I’m working on the USS Arizona model. Unfortunately I made a big mistake with the paint on the hull. I used the enamel paint without thinning it, and I have wavy brush strokes over parts of it. I sanded it a little, but you can’t sand too much or you start to “erase” some of the detail lines. So I have a less-than-optimal hull to begin with. Rats. Maybe I’ll slice the bottom off and put it in a “waterline” display, where you only see the ship above the waterline. I’ll go ahead and blame my local hobby shop for this paint problem. (I’m not really blaming them, but it’s a good introduction to my next paragraph…)

The aforementioned hobby shop, Ryder’s, is phasing out their acrylic (water-based) model paint stock. (Why? Probably something to do with money.) Acrylic paints are FAR easier to brush on than the enamel (oil-based) equivalent, and being able to have a cup of water handy to clean a brush is a big time-saver. The acrylic isn’t as thick as the enamel, either. Having to use paint thinner to clean the enamel paint off of tiny brushes is a pain in the neck. Since Ryder’s is the only hobby shop in town, it looks like I’ll have to find another place to buy the paint. I might even have to buy some online, which I don’t want to do. But I’m not going to start another model without acrylic paints. If the Arizona hull’s paint had been acrylic paint, I wouldn’t have the problems I’m having.

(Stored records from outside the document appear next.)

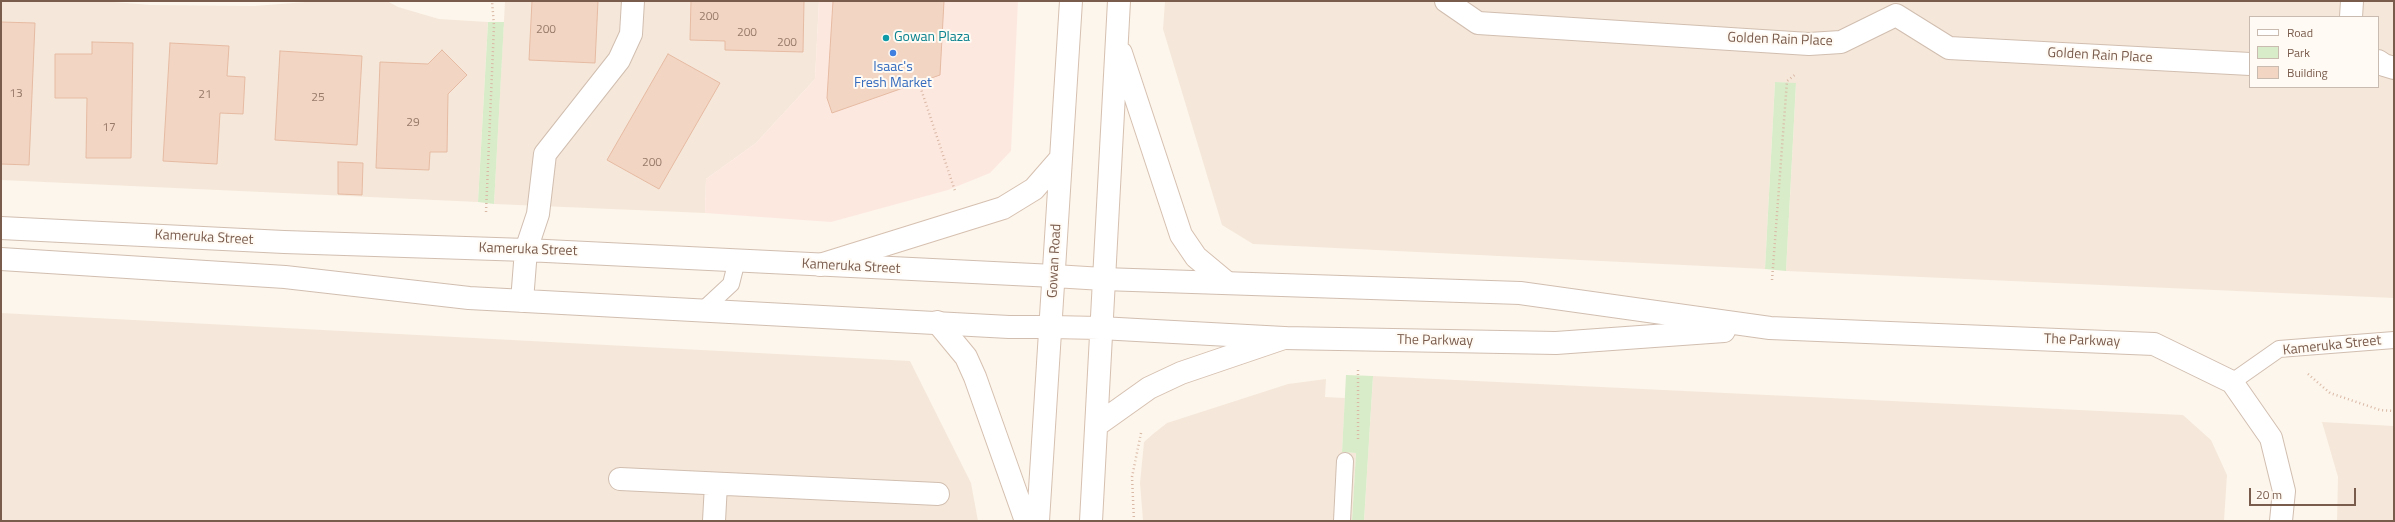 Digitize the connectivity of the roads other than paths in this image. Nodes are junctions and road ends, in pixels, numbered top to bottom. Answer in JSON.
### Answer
{"nodes":[{"id":1,"x":633,"y":1,"type":"edge"},
{"id":2,"x":1071,"y":1,"type":"edge"},
{"id":3,"x":1119,"y":1,"type":"edge"},
{"id":4,"x":1446,"y":1,"type":"edge"},
{"id":5,"x":2352,"y":1,"type":"edge"},
{"id":6,"x":1897,"y":8,"type":"edge"},
{"id":7,"x":2351,"y":16,"type":"edge"},
{"id":8,"x":1117,"y":40,"type":"junction"},
{"id":9,"x":2379,"y":61,"type":"edge"},
{"id":10,"x":2249,"y":64,"type":"edge"},
{"id":11,"x":2394,"y":68,"type":"edge"},
{"id":12,"x":1061,"y":158,"type":"junction"},
{"id":13,"x":1,"y":228,"type":"edge"},
{"id":14,"x":526,"y":250,"type":"junction"},
{"id":15,"x":1,"y":259,"type":"edge"},
{"id":16,"x":737,"y":260,"type":"junction"},
{"id":17,"x":820,"y":265,"type":"junction"},
{"id":18,"x":1054,"y":276,"type":"junction"},
{"id":19,"x":1103,"y":279,"type":"junction"},
{"id":20,"x":1226,"y":282,"type":"junction"},
{"id":21,"x":522,"y":301,"type":"junction"},
{"id":22,"x":703,"y":310,"type":"junction"},
{"id":23,"x":937,"y":322,"type":"junction"},
{"id":24,"x":1051,"y":327,"type":"junction"},
{"id":25,"x":1100,"y":328,"type":"junction"},
{"id":26,"x":1770,"y":328,"type":"junction"},
{"id":27,"x":1284,"y":338,"type":"junction"},
{"id":28,"x":2394,"y":340,"type":"edge"},
{"id":29,"x":2232,"y":382,"type":"junction"},
{"id":30,"x":1097,"y":425,"type":"junction"},
{"id":31,"x":1345,"y":461,"type":"dead end"},
{"id":32,"x":620,"y":479,"type":"dead end"},
{"id":33,"x":716,"y":484,"type":"junction"},
{"id":34,"x":938,"y":494,"type":"dead end"},
{"id":35,"x":714,"y":521,"type":"edge"},
{"id":36,"x":1026,"y":521,"type":"edge"},
{"id":37,"x":1038,"y":521,"type":"edge"},
{"id":38,"x":1091,"y":521,"type":"edge"},
{"id":39,"x":1342,"y":521,"type":"edge"},
{"id":40,"x":2281,"y":521,"type":"edge"}],
"edges":[{"from":1,"to":14,"type":"street"},
{"from":2,"to":12,"type":"street","name":"Gowan Road"},
{"from":3,"to":8,"type":"street"},
{"from":4,"to":6,"type":"street","name":"Golden Rain Place"},
{"from":5,"to":7,"type":"street"},
{"from":6,"to":10,"type":"street","name":"Golden Rain Place"},
{"from":8,"to":19,"type":"street"},
{"from":8,"to":20,"type":"street"},
{"from":9,"to":11,"type":"street"},
{"from":12,"to":17,"type":"street"},
{"from":12,"to":18,"type":"street","name":"Gowan Road"},
{"from":13,"to":14,"type":"street","name":"Kameruka Street"},
{"from":14,"to":16,"type":"street","name":"Kameruka Street"},
{"from":14,"to":21,"type":"street"},
{"from":15,"to":21,"type":"street"},
{"from":16,"to":17,"type":"street","name":"Kameruka Street"},
{"from":16,"to":22,"type":"lane"},
{"from":17,"to":18,"type":"street","name":"Kameruka Street"},
{"from":18,"to":19,"type":"street","name":"Kameruka Street"},
{"from":18,"to":24,"type":"street","name":"Gowan Road"},
{"from":19,"to":20,"type":"street","name":"The Parkway"},
{"from":19,"to":25,"type":"street"},
{"from":20,"to":26,"type":"street","name":"The Parkway"},
{"from":21,"to":22,"type":"street"},
{"from":22,"to":23,"type":"street"},
{"from":23,"to":24,"type":"street"},
{"from":23,"to":36,"type":"street"},
{"from":24,"to":25,"type":"street","name":"The Parkway"},
{"from":24,"to":37,"type":"street","name":"Gowan Road"},
{"from":25,"to":27,"type":"street","name":"The Parkway"},
{"from":25,"to":30,"type":"street"},
{"from":26,"to":27,"type":"street","name":"The Parkway"},
{"from":26,"to":29,"type":"street","name":"The Parkway"},
{"from":27,"to":30,"type":"street"},
{"from":28,"to":29,"type":"lane","name":"Kameruka Street"},
{"from":29,"to":40,"type":"street","name":"The Parkway"},
{"from":30,"to":38,"type":"street"},
{"from":31,"to":39,"type":"lane"},
{"from":32,"to":33,"type":"street"},
{"from":33,"to":34,"type":"street"},
{"from":33,"to":35,"type":"street"}]}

I’m also thinking of how much M is enjoying making models lately – he should be able to do most of the painting himself, including cleanup, and I shouldn’t always need to be around when he’s working on a model. The slow-drying model cement, while not always the best or fastest choice, is usually adequate to use, and he should be able to manage that himself. (The two main types of super glue, liquid and gap-filling, are my first choice 95% of the time, but I’m not letting him loose with those yet.)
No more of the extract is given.